Your instructions:
Take the data below and copy exactly the lines starting at the one with "thumb ip: (445, 400)" and finishing at the one with "ring tip: (448, 317)", both included.

Material for this task:
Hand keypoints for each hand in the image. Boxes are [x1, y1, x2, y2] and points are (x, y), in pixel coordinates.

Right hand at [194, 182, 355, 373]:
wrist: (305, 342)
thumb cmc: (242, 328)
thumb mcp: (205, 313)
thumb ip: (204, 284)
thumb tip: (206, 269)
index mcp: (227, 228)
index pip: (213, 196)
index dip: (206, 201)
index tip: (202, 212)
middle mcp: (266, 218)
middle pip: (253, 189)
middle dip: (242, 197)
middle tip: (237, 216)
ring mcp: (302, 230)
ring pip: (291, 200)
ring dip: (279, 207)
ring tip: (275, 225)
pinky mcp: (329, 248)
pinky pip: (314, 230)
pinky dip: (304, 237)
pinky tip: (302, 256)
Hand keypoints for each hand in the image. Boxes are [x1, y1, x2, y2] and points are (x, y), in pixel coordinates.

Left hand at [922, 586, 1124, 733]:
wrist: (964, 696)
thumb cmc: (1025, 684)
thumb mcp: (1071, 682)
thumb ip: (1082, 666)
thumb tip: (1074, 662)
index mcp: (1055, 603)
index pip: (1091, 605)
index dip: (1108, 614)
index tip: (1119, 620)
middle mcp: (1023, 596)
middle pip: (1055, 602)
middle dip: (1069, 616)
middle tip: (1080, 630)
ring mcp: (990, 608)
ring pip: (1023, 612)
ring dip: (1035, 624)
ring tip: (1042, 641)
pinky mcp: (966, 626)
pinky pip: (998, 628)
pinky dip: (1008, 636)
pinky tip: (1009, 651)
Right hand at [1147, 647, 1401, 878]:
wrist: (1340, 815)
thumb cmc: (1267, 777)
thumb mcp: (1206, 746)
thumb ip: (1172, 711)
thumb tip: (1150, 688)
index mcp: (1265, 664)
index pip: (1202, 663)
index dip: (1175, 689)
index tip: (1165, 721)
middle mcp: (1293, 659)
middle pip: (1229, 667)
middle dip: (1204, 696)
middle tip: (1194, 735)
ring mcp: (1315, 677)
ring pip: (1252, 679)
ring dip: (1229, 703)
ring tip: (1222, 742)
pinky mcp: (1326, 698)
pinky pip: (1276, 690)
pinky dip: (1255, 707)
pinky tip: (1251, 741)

==

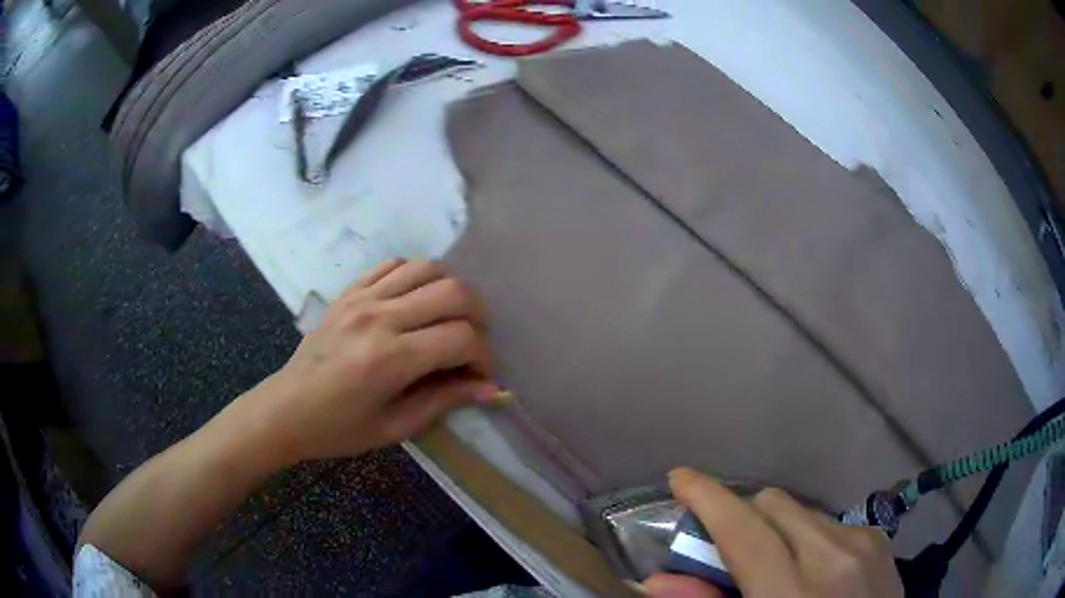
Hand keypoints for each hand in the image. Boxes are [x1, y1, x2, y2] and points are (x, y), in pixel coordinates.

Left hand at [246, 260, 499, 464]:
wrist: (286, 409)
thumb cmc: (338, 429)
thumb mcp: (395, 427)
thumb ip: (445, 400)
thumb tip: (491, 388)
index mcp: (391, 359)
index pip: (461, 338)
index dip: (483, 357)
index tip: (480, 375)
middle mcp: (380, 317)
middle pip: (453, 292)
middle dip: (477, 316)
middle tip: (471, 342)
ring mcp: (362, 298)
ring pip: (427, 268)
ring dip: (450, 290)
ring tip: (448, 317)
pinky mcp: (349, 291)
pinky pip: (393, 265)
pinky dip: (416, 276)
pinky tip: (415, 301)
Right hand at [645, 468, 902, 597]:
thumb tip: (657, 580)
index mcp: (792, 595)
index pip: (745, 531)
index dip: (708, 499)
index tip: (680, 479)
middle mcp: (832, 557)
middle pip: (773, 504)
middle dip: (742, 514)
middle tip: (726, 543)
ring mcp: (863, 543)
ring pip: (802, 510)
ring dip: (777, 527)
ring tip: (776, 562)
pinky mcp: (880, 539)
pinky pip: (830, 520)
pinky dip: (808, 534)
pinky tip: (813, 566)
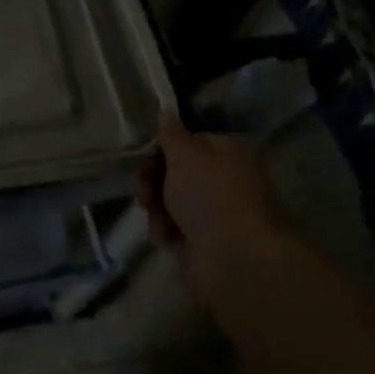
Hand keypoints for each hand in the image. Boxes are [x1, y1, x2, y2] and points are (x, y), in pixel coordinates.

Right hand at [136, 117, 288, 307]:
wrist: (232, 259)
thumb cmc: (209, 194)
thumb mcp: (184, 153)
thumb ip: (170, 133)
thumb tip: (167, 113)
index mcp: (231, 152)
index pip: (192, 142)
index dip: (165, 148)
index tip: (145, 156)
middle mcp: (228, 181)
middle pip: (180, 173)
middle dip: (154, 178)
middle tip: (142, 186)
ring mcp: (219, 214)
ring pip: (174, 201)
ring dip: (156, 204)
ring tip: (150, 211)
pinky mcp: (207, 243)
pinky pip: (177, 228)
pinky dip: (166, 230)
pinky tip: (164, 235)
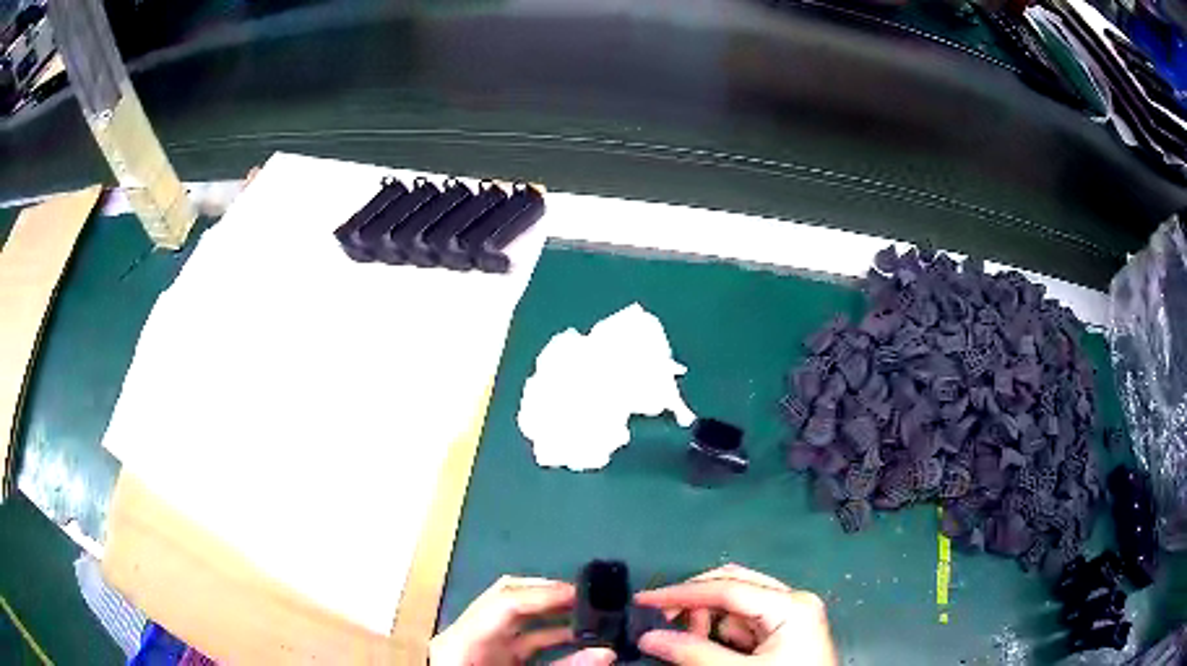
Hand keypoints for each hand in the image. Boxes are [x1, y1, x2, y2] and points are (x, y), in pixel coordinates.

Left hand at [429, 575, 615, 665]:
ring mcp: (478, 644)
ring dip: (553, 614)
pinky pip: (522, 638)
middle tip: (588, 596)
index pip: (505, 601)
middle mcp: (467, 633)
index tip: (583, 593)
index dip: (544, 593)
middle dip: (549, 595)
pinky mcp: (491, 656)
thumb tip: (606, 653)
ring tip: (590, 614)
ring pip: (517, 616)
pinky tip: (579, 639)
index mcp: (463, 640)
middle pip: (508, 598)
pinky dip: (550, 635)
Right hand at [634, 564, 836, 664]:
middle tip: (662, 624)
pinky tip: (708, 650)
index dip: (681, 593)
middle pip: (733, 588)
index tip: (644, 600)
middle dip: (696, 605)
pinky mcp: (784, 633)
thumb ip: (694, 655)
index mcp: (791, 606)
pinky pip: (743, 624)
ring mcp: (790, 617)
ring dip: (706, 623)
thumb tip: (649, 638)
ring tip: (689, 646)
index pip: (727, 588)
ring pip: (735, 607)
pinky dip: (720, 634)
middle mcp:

Your response:
thumb ip: (445, 400)
thumb tip: (491, 388)
index mcp: (391, 359)
index pip: (461, 338)
index dip: (483, 357)
index tip: (480, 375)
middle mcp: (380, 317)
middle pip: (453, 292)
middle dip: (477, 316)
middle tip: (471, 342)
ring mcp: (362, 298)
ring pip: (427, 268)
ring dip: (450, 290)
ring tip: (448, 317)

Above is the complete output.